= Your assignment =
Lines of the data that contain the word "АПИХЕРБА" are the ones to copy.

[Stored data]
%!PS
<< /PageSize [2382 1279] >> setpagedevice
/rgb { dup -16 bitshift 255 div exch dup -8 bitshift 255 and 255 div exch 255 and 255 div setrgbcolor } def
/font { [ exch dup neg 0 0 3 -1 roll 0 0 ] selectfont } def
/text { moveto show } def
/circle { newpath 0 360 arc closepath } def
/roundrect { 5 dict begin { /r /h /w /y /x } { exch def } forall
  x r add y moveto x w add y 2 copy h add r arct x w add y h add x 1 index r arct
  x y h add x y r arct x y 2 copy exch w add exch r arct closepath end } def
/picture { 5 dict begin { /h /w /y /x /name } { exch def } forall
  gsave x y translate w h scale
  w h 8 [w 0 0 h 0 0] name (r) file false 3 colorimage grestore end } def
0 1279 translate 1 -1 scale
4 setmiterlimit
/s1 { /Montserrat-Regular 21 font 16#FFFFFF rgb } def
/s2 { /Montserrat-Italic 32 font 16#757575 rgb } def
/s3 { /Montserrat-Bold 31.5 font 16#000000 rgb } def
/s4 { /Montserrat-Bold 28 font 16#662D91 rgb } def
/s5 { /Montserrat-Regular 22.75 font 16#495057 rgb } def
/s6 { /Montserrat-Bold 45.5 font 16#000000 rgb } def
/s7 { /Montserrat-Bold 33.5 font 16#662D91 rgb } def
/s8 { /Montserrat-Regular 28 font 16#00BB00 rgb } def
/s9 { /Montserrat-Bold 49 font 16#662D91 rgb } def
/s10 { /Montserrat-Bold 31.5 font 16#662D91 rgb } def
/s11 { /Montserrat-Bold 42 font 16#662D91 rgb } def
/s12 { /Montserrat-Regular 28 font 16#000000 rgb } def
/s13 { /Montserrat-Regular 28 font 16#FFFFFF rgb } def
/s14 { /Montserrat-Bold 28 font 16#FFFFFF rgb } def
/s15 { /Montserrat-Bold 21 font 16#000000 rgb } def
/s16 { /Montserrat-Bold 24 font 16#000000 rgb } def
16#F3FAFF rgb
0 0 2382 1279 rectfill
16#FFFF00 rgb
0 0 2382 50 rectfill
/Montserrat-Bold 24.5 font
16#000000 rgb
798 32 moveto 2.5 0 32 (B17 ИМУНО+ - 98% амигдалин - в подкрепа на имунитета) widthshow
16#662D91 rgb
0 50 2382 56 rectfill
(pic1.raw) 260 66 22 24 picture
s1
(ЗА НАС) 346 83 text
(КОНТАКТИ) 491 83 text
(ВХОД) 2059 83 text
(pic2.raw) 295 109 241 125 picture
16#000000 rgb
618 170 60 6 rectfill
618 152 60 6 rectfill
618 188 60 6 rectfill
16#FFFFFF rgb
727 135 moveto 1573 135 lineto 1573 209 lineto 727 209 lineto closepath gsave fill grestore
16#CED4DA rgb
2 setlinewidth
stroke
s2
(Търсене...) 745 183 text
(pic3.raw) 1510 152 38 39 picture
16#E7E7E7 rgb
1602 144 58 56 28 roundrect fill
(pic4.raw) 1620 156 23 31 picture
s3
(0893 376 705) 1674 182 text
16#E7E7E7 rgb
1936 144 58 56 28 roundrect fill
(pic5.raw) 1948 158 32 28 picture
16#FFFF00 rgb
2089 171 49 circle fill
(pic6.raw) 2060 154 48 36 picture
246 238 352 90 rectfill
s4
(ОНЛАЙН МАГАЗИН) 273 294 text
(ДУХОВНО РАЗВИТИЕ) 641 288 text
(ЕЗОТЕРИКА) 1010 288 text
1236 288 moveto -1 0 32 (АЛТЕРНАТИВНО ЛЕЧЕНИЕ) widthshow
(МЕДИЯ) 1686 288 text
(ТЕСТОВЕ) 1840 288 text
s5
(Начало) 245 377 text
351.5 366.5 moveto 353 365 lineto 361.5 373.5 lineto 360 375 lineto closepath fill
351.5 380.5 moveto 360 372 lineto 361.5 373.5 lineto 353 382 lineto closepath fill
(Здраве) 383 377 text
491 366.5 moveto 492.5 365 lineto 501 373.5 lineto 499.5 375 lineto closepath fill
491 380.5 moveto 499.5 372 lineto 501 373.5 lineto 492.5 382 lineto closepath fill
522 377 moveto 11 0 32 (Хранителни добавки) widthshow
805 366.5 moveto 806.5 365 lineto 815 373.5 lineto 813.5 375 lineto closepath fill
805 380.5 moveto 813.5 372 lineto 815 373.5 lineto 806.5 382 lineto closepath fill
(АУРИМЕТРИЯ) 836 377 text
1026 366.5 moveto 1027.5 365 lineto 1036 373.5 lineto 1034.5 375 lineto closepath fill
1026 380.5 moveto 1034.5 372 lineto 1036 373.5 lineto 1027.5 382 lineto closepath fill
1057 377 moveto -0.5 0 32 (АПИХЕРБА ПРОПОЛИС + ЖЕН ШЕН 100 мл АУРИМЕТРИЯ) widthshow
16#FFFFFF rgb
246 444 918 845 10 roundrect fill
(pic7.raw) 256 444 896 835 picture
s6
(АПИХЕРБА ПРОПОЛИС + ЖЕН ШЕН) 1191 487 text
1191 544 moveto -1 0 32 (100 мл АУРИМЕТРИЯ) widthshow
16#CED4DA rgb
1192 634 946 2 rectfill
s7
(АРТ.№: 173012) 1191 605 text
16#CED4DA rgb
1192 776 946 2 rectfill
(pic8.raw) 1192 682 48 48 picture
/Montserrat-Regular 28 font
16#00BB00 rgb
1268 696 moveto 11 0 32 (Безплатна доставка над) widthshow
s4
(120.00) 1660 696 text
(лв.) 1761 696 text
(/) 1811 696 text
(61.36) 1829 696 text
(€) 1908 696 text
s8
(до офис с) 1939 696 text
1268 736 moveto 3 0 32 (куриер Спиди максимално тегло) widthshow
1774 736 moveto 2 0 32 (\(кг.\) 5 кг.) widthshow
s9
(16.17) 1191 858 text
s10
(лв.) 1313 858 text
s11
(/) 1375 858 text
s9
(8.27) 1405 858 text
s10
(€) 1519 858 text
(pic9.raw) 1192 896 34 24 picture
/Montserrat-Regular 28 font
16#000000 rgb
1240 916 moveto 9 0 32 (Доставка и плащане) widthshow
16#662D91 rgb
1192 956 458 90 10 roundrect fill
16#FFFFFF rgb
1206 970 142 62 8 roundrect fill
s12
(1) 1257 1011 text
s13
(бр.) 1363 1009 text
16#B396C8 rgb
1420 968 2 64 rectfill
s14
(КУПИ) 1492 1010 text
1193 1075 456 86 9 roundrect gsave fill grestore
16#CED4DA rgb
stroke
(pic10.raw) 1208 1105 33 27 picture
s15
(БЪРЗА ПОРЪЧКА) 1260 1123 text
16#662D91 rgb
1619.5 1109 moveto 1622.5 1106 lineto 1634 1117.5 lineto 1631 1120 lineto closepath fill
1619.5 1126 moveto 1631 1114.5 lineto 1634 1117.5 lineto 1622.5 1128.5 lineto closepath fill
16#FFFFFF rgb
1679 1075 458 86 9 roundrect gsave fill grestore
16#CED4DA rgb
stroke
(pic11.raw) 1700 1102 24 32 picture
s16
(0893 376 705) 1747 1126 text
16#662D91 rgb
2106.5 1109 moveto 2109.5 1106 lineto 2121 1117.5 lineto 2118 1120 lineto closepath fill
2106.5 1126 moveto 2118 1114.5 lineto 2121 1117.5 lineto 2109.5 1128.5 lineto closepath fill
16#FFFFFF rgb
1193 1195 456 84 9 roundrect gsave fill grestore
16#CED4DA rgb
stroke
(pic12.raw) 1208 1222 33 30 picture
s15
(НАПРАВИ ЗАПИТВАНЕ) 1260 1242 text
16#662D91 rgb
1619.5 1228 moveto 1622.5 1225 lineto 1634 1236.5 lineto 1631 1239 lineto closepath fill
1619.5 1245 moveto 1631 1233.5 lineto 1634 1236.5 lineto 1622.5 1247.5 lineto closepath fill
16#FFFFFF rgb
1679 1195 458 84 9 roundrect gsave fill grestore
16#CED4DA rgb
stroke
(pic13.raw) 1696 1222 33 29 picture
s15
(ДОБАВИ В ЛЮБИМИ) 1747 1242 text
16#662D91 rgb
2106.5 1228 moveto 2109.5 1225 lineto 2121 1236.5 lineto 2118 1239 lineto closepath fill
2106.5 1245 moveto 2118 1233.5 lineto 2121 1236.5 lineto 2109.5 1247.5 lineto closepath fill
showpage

= Response box =
1057 377 moveto -0.5 0 32 (АПИХЕРБА ПРОПОЛИС + ЖЕН ШЕН 100 мл АУРИМЕТРИЯ) widthshow
(АПИХЕРБА ПРОПОЛИС + ЖЕН ШЕН) 1191 487 text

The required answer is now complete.